Word for word, repeat the records, leaving every picture behind.

● Data for processing
================================

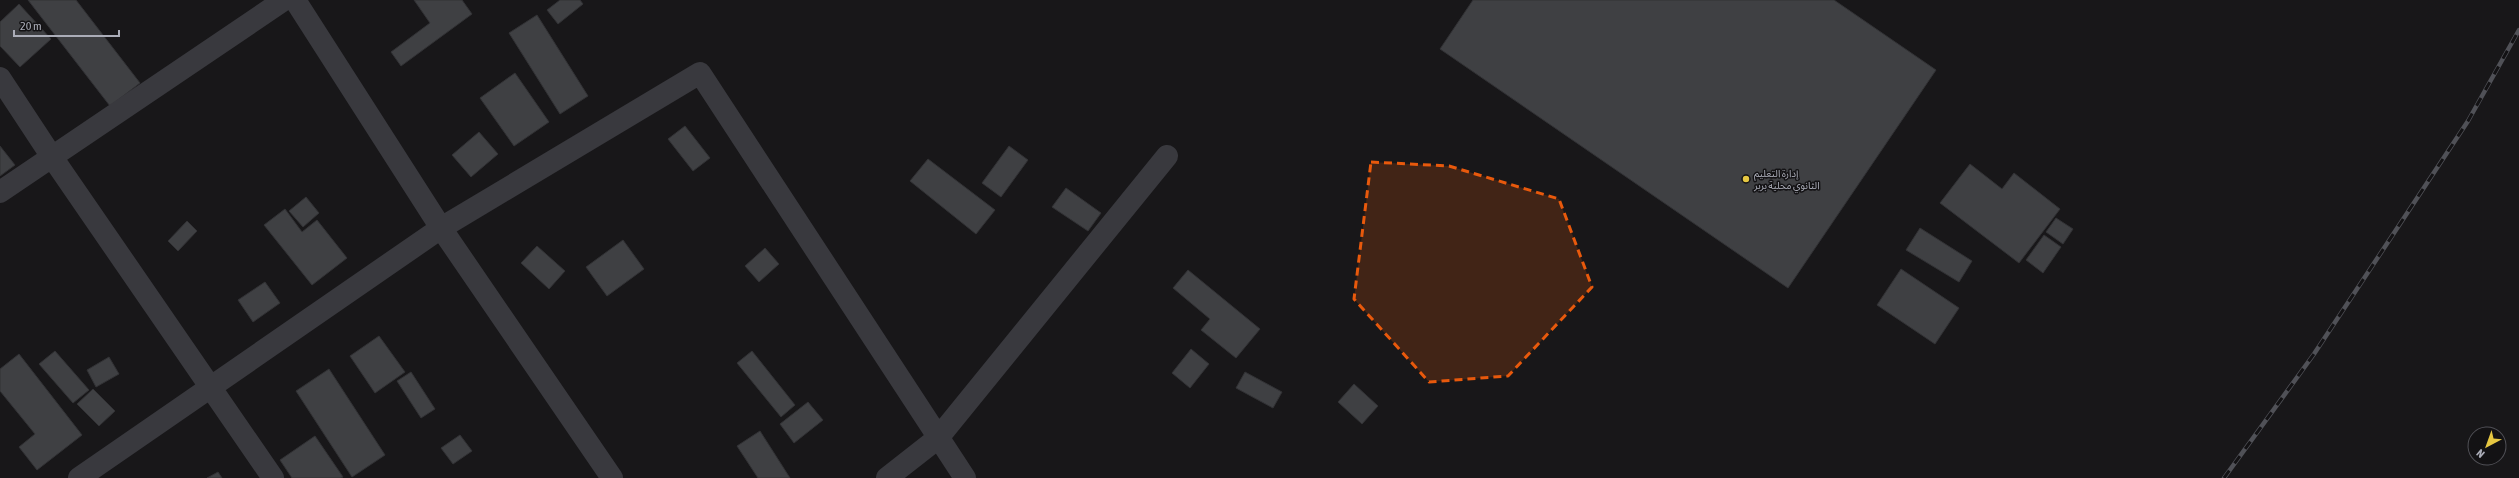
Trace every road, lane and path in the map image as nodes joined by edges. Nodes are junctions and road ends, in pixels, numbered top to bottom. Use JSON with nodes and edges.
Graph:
{"nodes":[{"id":1,"x":284,"y":0,"type":"edge"},
{"id":2,"x":295,"y":0,"type":"edge"},
{"id":3,"x":0,"y":78,"type":"edge"},
{"id":4,"x":1167,"y":156,"type":"dead end"},
{"id":5,"x":52,"y":157,"type":"junction"},
{"id":6,"x":0,"y":192,"type":"edge"},
{"id":7,"x":441,"y":228,"type":"junction"},
{"id":8,"x":212,"y":387,"type":"junction"},
{"id":9,"x":938,"y":438,"type":"junction"},
{"id":10,"x":79,"y":478,"type":"edge"},
{"id":11,"x":273,"y":478,"type":"edge"},
{"id":12,"x":612,"y":478,"type":"edge"},
{"id":13,"x":887,"y":478,"type":"edge"},
{"id":14,"x":965,"y":478,"type":"edge"}],
"edges":[{"from":1,"to":5,"type":"street"},
{"from":2,"to":7,"type":"street"},
{"from":3,"to":5,"type":"street"},
{"from":4,"to":9,"type":"street"},
{"from":5,"to":6,"type":"street"},
{"from":5,"to":8,"type":"street"},
{"from":7,"to":8,"type":"street"},
{"from":7,"to":9,"type":"street"},
{"from":7,"to":12,"type":"street"},
{"from":8,"to":10,"type":"street"},
{"from":8,"to":11,"type":"street"},
{"from":9,"to":13,"type":"street"},
{"from":9,"to":14,"type":"street"}]}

================================

● Answer for the task
Trace every road, lane and path in the map image as nodes joined by edges. Nodes are junctions and road ends, in pixels, numbered top to bottom. Use JSON with nodes and edges.
Graph:
{"nodes":[{"id":1,"x":284,"y":0,"type":"edge"},
{"id":2,"x":295,"y":0,"type":"edge"},
{"id":3,"x":0,"y":78,"type":"edge"},
{"id":4,"x":1167,"y":156,"type":"dead end"},
{"id":5,"x":52,"y":157,"type":"junction"},
{"id":6,"x":0,"y":192,"type":"edge"},
{"id":7,"x":441,"y":228,"type":"junction"},
{"id":8,"x":212,"y":387,"type":"junction"},
{"id":9,"x":938,"y":438,"type":"junction"},
{"id":10,"x":79,"y":478,"type":"edge"},
{"id":11,"x":273,"y":478,"type":"edge"},
{"id":12,"x":612,"y":478,"type":"edge"},
{"id":13,"x":887,"y":478,"type":"edge"},
{"id":14,"x":965,"y":478,"type":"edge"}],
"edges":[{"from":1,"to":5,"type":"street"},
{"from":2,"to":7,"type":"street"},
{"from":3,"to":5,"type":"street"},
{"from":4,"to":9,"type":"street"},
{"from":5,"to":6,"type":"street"},
{"from":5,"to":8,"type":"street"},
{"from":7,"to":8,"type":"street"},
{"from":7,"to":9,"type":"street"},
{"from":7,"to":12,"type":"street"},
{"from":8,"to":10,"type":"street"},
{"from":8,"to":11,"type":"street"},
{"from":9,"to":13,"type":"street"},
{"from":9,"to":14,"type":"street"}]}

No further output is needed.